Peu après, le frère et le père de Ziyu revinrent des champs. En me voyant, ils ne purent s'empêcher de soupirer, se contentant de dire que les domestiques de la famille Tian avaient apporté un message le matin même

: le mariage aurait lieu le huitième jour de ce mois.

Aujourd'hui est le sixième jour du Nouvel An lunaire, et après-demain sera le huitième.

Le frère aîné de Ziyu s'appelait Aniu. C'était un homme honnête, resté célibataire car sa famille était pauvre. La veille du jour où la famille Tian venait la chercher pour le mariage, je me préparais dans la chambre de Ziyu, vêtue d'une robe de mariée rouge éclatante. Ziyu m'aidait à dessiner soigneusement mes sourcils.

« Sœur Ruyan est vraiment aussi belle qu'une fée, quel dommage », soupira Ziyu.

« Tu as peur que je ne sois pas à la hauteur ? Fais ce que je te dis, et il n'y aura aucun problème. »

« Oui, Ziyu se souvient. »

"Quelle heure est-il?"

Il est minuit passé.

J'ai hoché la tête et enfilé le voile de mariée rouge vif. Ziyu est sortie, et peu après, des pas lourds se sont fait entendre, accompagnés d'un parfum d'oignons verts.

"Frère A Niu ?"

« Sœur Ruyan, selon la coutume, la mariée doit manger un bol de nouilles avant de monter dans la chaise à porteurs, ce qui signifie qu’elle laisse son bol de riz chez ses parents. »

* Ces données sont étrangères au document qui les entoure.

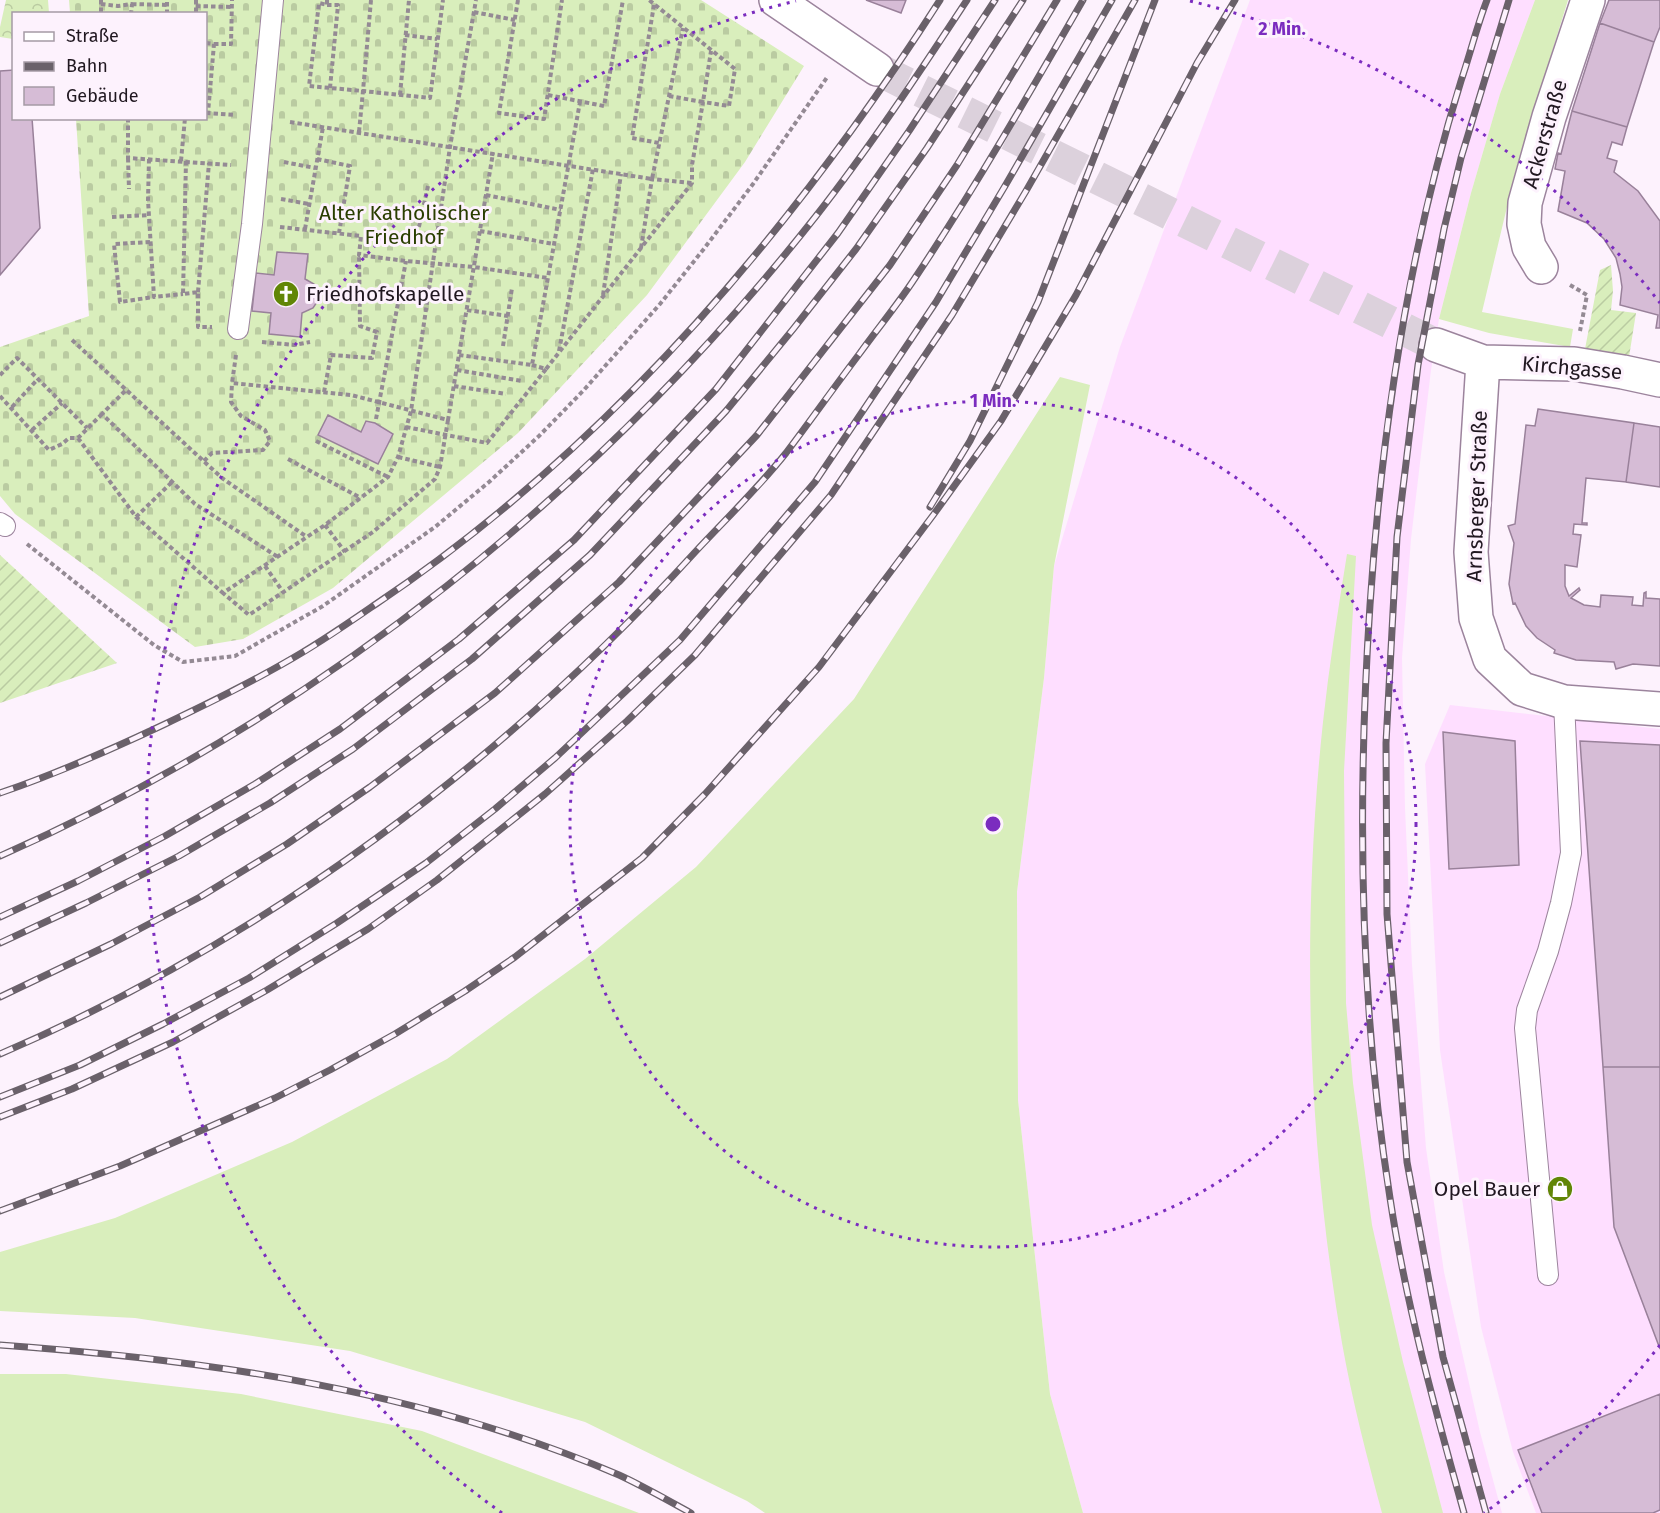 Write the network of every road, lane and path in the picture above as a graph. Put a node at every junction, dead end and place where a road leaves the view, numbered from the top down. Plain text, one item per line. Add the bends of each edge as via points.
1 (196, 0) edge
2 (232, 0) edge
3 (273, 0) edge
4 (371, 0) edge
5 (409, 0) edge
6 (443, 0) edge
7 (477, 0) edge
8 (518, 0) edge
9 (562, 0) edge
10 (623, 0) edge
11 (650, 0) edge
12 (777, 0) edge
13 (1588, 0) edge
14 (101, 2) edge
15 (167, 2) edge
16 (327, 2) edge
17 (118, 3) edge
18 (132, 4) junction
19 (654, 4) junction
20 (196, 6) junction
21 (232, 7) junction
22 (131, 12) edge
23 (196, 12) edge
24 (474, 12) junction
25 (515, 20) junction
26 (683, 28) junction
27 (405, 35) junction
28 (437, 39) junction
29 (207, 43) edge
30 (214, 44) junction
31 (711, 50) junction
32 (849, 51) junction
33 (877, 69) tunnel mouth
34 (330, 88) junction
35 (363, 91) junction
36 (399, 95) junction
37 (548, 95) junction
38 (669, 96) junction
39 (580, 102) junction
40 (703, 102) junction
41 (207, 113) edge
42 (262, 118) junction
43 (128, 120) edge
44 (185, 120) edge
45 (323, 127) junction
46 (359, 132) junction
47 (659, 143) junction
48 (450, 147) junction
49 (493, 153) junction
50 (128, 158) junction
51 (149, 159) junction
52 (317, 159) junction
53 (184, 161) junction
54 (209, 163) junction
55 (569, 166) junction
56 (258, 167) junction
57 (593, 169) junction
58 (621, 174) junction
59 (652, 179) junction
60 (693, 183) junction
61 (428, 186) dead end
62 (129, 189) dead end
63 (486, 195) junction
64 (277, 199) dead end
65 (309, 204) junction
66 (561, 210) junction
67 (149, 215) junction
68 (112, 217) dead end
69 (252, 224) junction
70 (305, 230) junction
71 (480, 231) junction
72 (339, 233) junction
73 (150, 243) junction
74 (437, 243) junction
75 (554, 244) junction
76 (641, 249) junction
77 (359, 255) junction
78 (406, 261) junction
79 (434, 264) junction
80 (474, 267) junction
81 (1541, 267) joint
82 (548, 278) junction
83 (512, 288) dead end
84 (198, 292) junction
85 (183, 294) junction
86 (154, 297) junction
87 (603, 298) junction
88 (467, 310) junction
89 (508, 316) junction
90 (238, 335) junction
91 (72, 340) dead end
92 (310, 342) dead end
93 (1436, 345) tunnel mouth
94 (503, 346) dead end
95 (559, 353) junction
96 (459, 355) junction
97 (1483, 362) junction
98 (1574, 364) junction
99 (532, 365) junction
100 (546, 369) junction
101 (457, 370) junction
102 (0, 375) edge
103 (38, 380) junction
104 (1660, 380) edge
105 (522, 381) dead end
106 (232, 383) junction
107 (454, 386) junction
108 (125, 390) junction
109 (324, 392) junction
110 (506, 394) dead end
111 (0, 396) edge
112 (381, 402) junction
113 (62, 403) junction
114 (12, 407) junction
115 (411, 411) junction
116 (102, 414) junction
117 (376, 419) dead end
118 (448, 420) junction
119 (406, 427) junction
120 (87, 428) junction
121 (32, 430) junction
122 (445, 435) junction
123 (78, 438) junction
124 (316, 441) dead end
125 (398, 458) junction
126 (288, 459) dead end
127 (204, 461) junction
128 (440, 467) junction
129 (388, 477) junction
130 (172, 482) junction
131 (361, 498) junction
132 (136, 517) junction
133 (2, 524) edge
134 (325, 525) junction
135 (307, 537) junction
136 (345, 552) junction
137 (278, 557) junction
138 (265, 566) junction
139 (283, 592) junction
140 (223, 593) junction
141 (1564, 702) junction
142 (1660, 709) edge
143 (1548, 1275) dead end

1 - 20 path
2 - 21 path
3 - 42 lane
4 - 35 path
5 - 27 path
6 - 28 path
7 - 24 path
8 - 25 path
9 - 37 path
10 - 39 path via 604,106
11 - 19 path
12 - 32 street
13 - 81 street, Ackerstraße via 1525,203 1529,248
14 - 17 path
15 - 18 path
16 - 34 path via 338,5
16 - 34 path via 319,3 309,86
17 - 18 path
18 - 22 path
19 - 26 path
19 - 47 path via 632,138
20 - 21 path
20 - 23 path
21 - 30 path via 231,44
24 - 25 path
24 - 48 path
25 - 37 path via 499,113 544,119
26 - 31 path
26 - 38 path
27 - 28 path
27 - 36 path
28 - 36 path via 430,98
29 - 30 path
30 - 41 path
31 - 40 path
31 - 40 path via 735,69 729,105
32 - 33 street
32 - 133 path via 660,304 539,436 435,527 323,606 235,656 183,662 154,645
34 - 35 path
35 - 36 path
35 - 46 path
37 - 39 path
38 - 40 path
38 - 47 path
39 - 55 path
40 - 60 path via 692,165
41 - 42 path
42 - 45 path
42 - 56 lane
43 - 50 path
44 - 53 path
45 - 46 path
45 - 52 path
46 - 48 path
47 - 59 path
48 - 49 path
48 - 74 path
49 - 55 path
49 - 63 path
50 - 51 path
50 - 62 path
51 - 53 path
51 - 67 path
52 - 65 path
52 - 72 path via 350,166
53 - 54 path
53 - 85 path
54 - 56 path
54 - 84 path
55 - 57 path
55 - 66 path
56 - 69 lane
57 - 58 path
57 - 95 path
58 - 59 path
58 - 87 path
59 - 60 path
59 - 76 path
60 - 76 path
61 - 74 path via 416,240
63 - 66 path
63 - 71 path
64 - 65 path
65 - 70 path
66 - 75 path
67 - 68 path
67 - 73 path
69 - 70 path
69 - 90 lane
70 - 72 path
71 - 75 path
71 - 80 path
72 - 77 path via 362,236
73 - 86 path
73 - 86 path via 114,244 120,302
74 - 79 path
75 - 82 path
76 - 87 path
77 - 78 path
77 - 109 path via 360,326 377,332 372,358 330,355
78 - 79 path
78 - 112 path
79 - 80 path
79 - 115 path
80 - 82 path
80 - 88 path
81 - 98 path via 1587,295
82 - 99 path
83 - 89 path
84 - 85 path
84 - 90 path via 198,327
85 - 86 path
87 - 95 path
88 - 89 path
88 - 96 path
89 - 94 path
90 - 92 path via 294,345
90 - 106 path
91 - 108 path
93 - 97 street, Kirchgasse
95 - 100 path
96 - 99 path
96 - 101 path
97 - 98 street, Kirchgasse
97 - 141 street, Arnsberger Straße via 1471,552 1476,618 1490,659 1522,689
98 - 104 street, Kirchgasse
99 - 100 path
100 - 122 path via 487,443
101 - 105 path
101 - 107 path
102 - 103 path via 17,358
103 - 113 path
103 - 114 path
106 - 109 path
106 - 127 path via 231,402 241,416 265,430 270,441 262,450 212,453
107 - 110 path
107 - 118 path
108 - 116 path
108 - 127 path
109 - 112 path
111 - 114 path
112 - 115 path
112 - 117 path
113 - 120 path
113 - 121 path
114 - 121 path
115 - 118 path
115 - 119 path
116 - 120 path
116 - 130 path
118 - 122 path
119 - 122 path
119 - 125 path
120 - 123 path
121 - 123 path via 49,450 69,438
122 - 128 path
123 - 132 path
124 - 129 path
125 - 128 path
125 - 129 path
126 - 131 path
127 - 135 path
128 - 136 path via 435,479
129 - 131 path
130 - 132 path
130 - 137 path via 195,504
131 - 134 path
132 - 140 path
134 - 135 path
134 - 136 path
135 - 137 path
136 - 139 path
137 - 138 path
138 - 139 path
138 - 140 path
139 - 140 path via 249,615
141 - 142 street, Arnsberger Straße
141 - 143 lane via 1571,853 1561,903 1525,1028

J'ai pris les nouilles, j'en ai croqué une, et elles avaient un goût étrange, un goût d'herbes médicinales. Ce bol avait souvent servi à contenir des médicaments, et le goût semblait s'y être imprégné.

L'extérieur s'anima peu à peu, et les villageois venus assister à l'effervescence se levèrent tous. On entendit au loin la voix aiguë de la marieuse

: «

Mademoiselle, venez et montez dans le palanquin

!

»

En sortant, je me suis souvenue que les jeunes gens acclamaient et que les femmes prononçaient des paroles de bon augure à l'arrivée de la mariée. Mais ici, les villageois restaient silencieux à la porte. J'aperçus leurs sandales blanches sous le voile, et un malaise m'envahit. Cela ne ressemblait pas à une fête de mariage

; plutôt à des funérailles.

Ce sentiment m'est venu soudainement, et avant même que je puisse comprendre, la chaise à porteurs avait déjà parcouru plusieurs kilomètres. Le cor de la suona sonnait sans cesse, ce qui était fort agaçant. Je sentais que quelque chose clochait de plus en plus, mais ce n'était qu'une intuition.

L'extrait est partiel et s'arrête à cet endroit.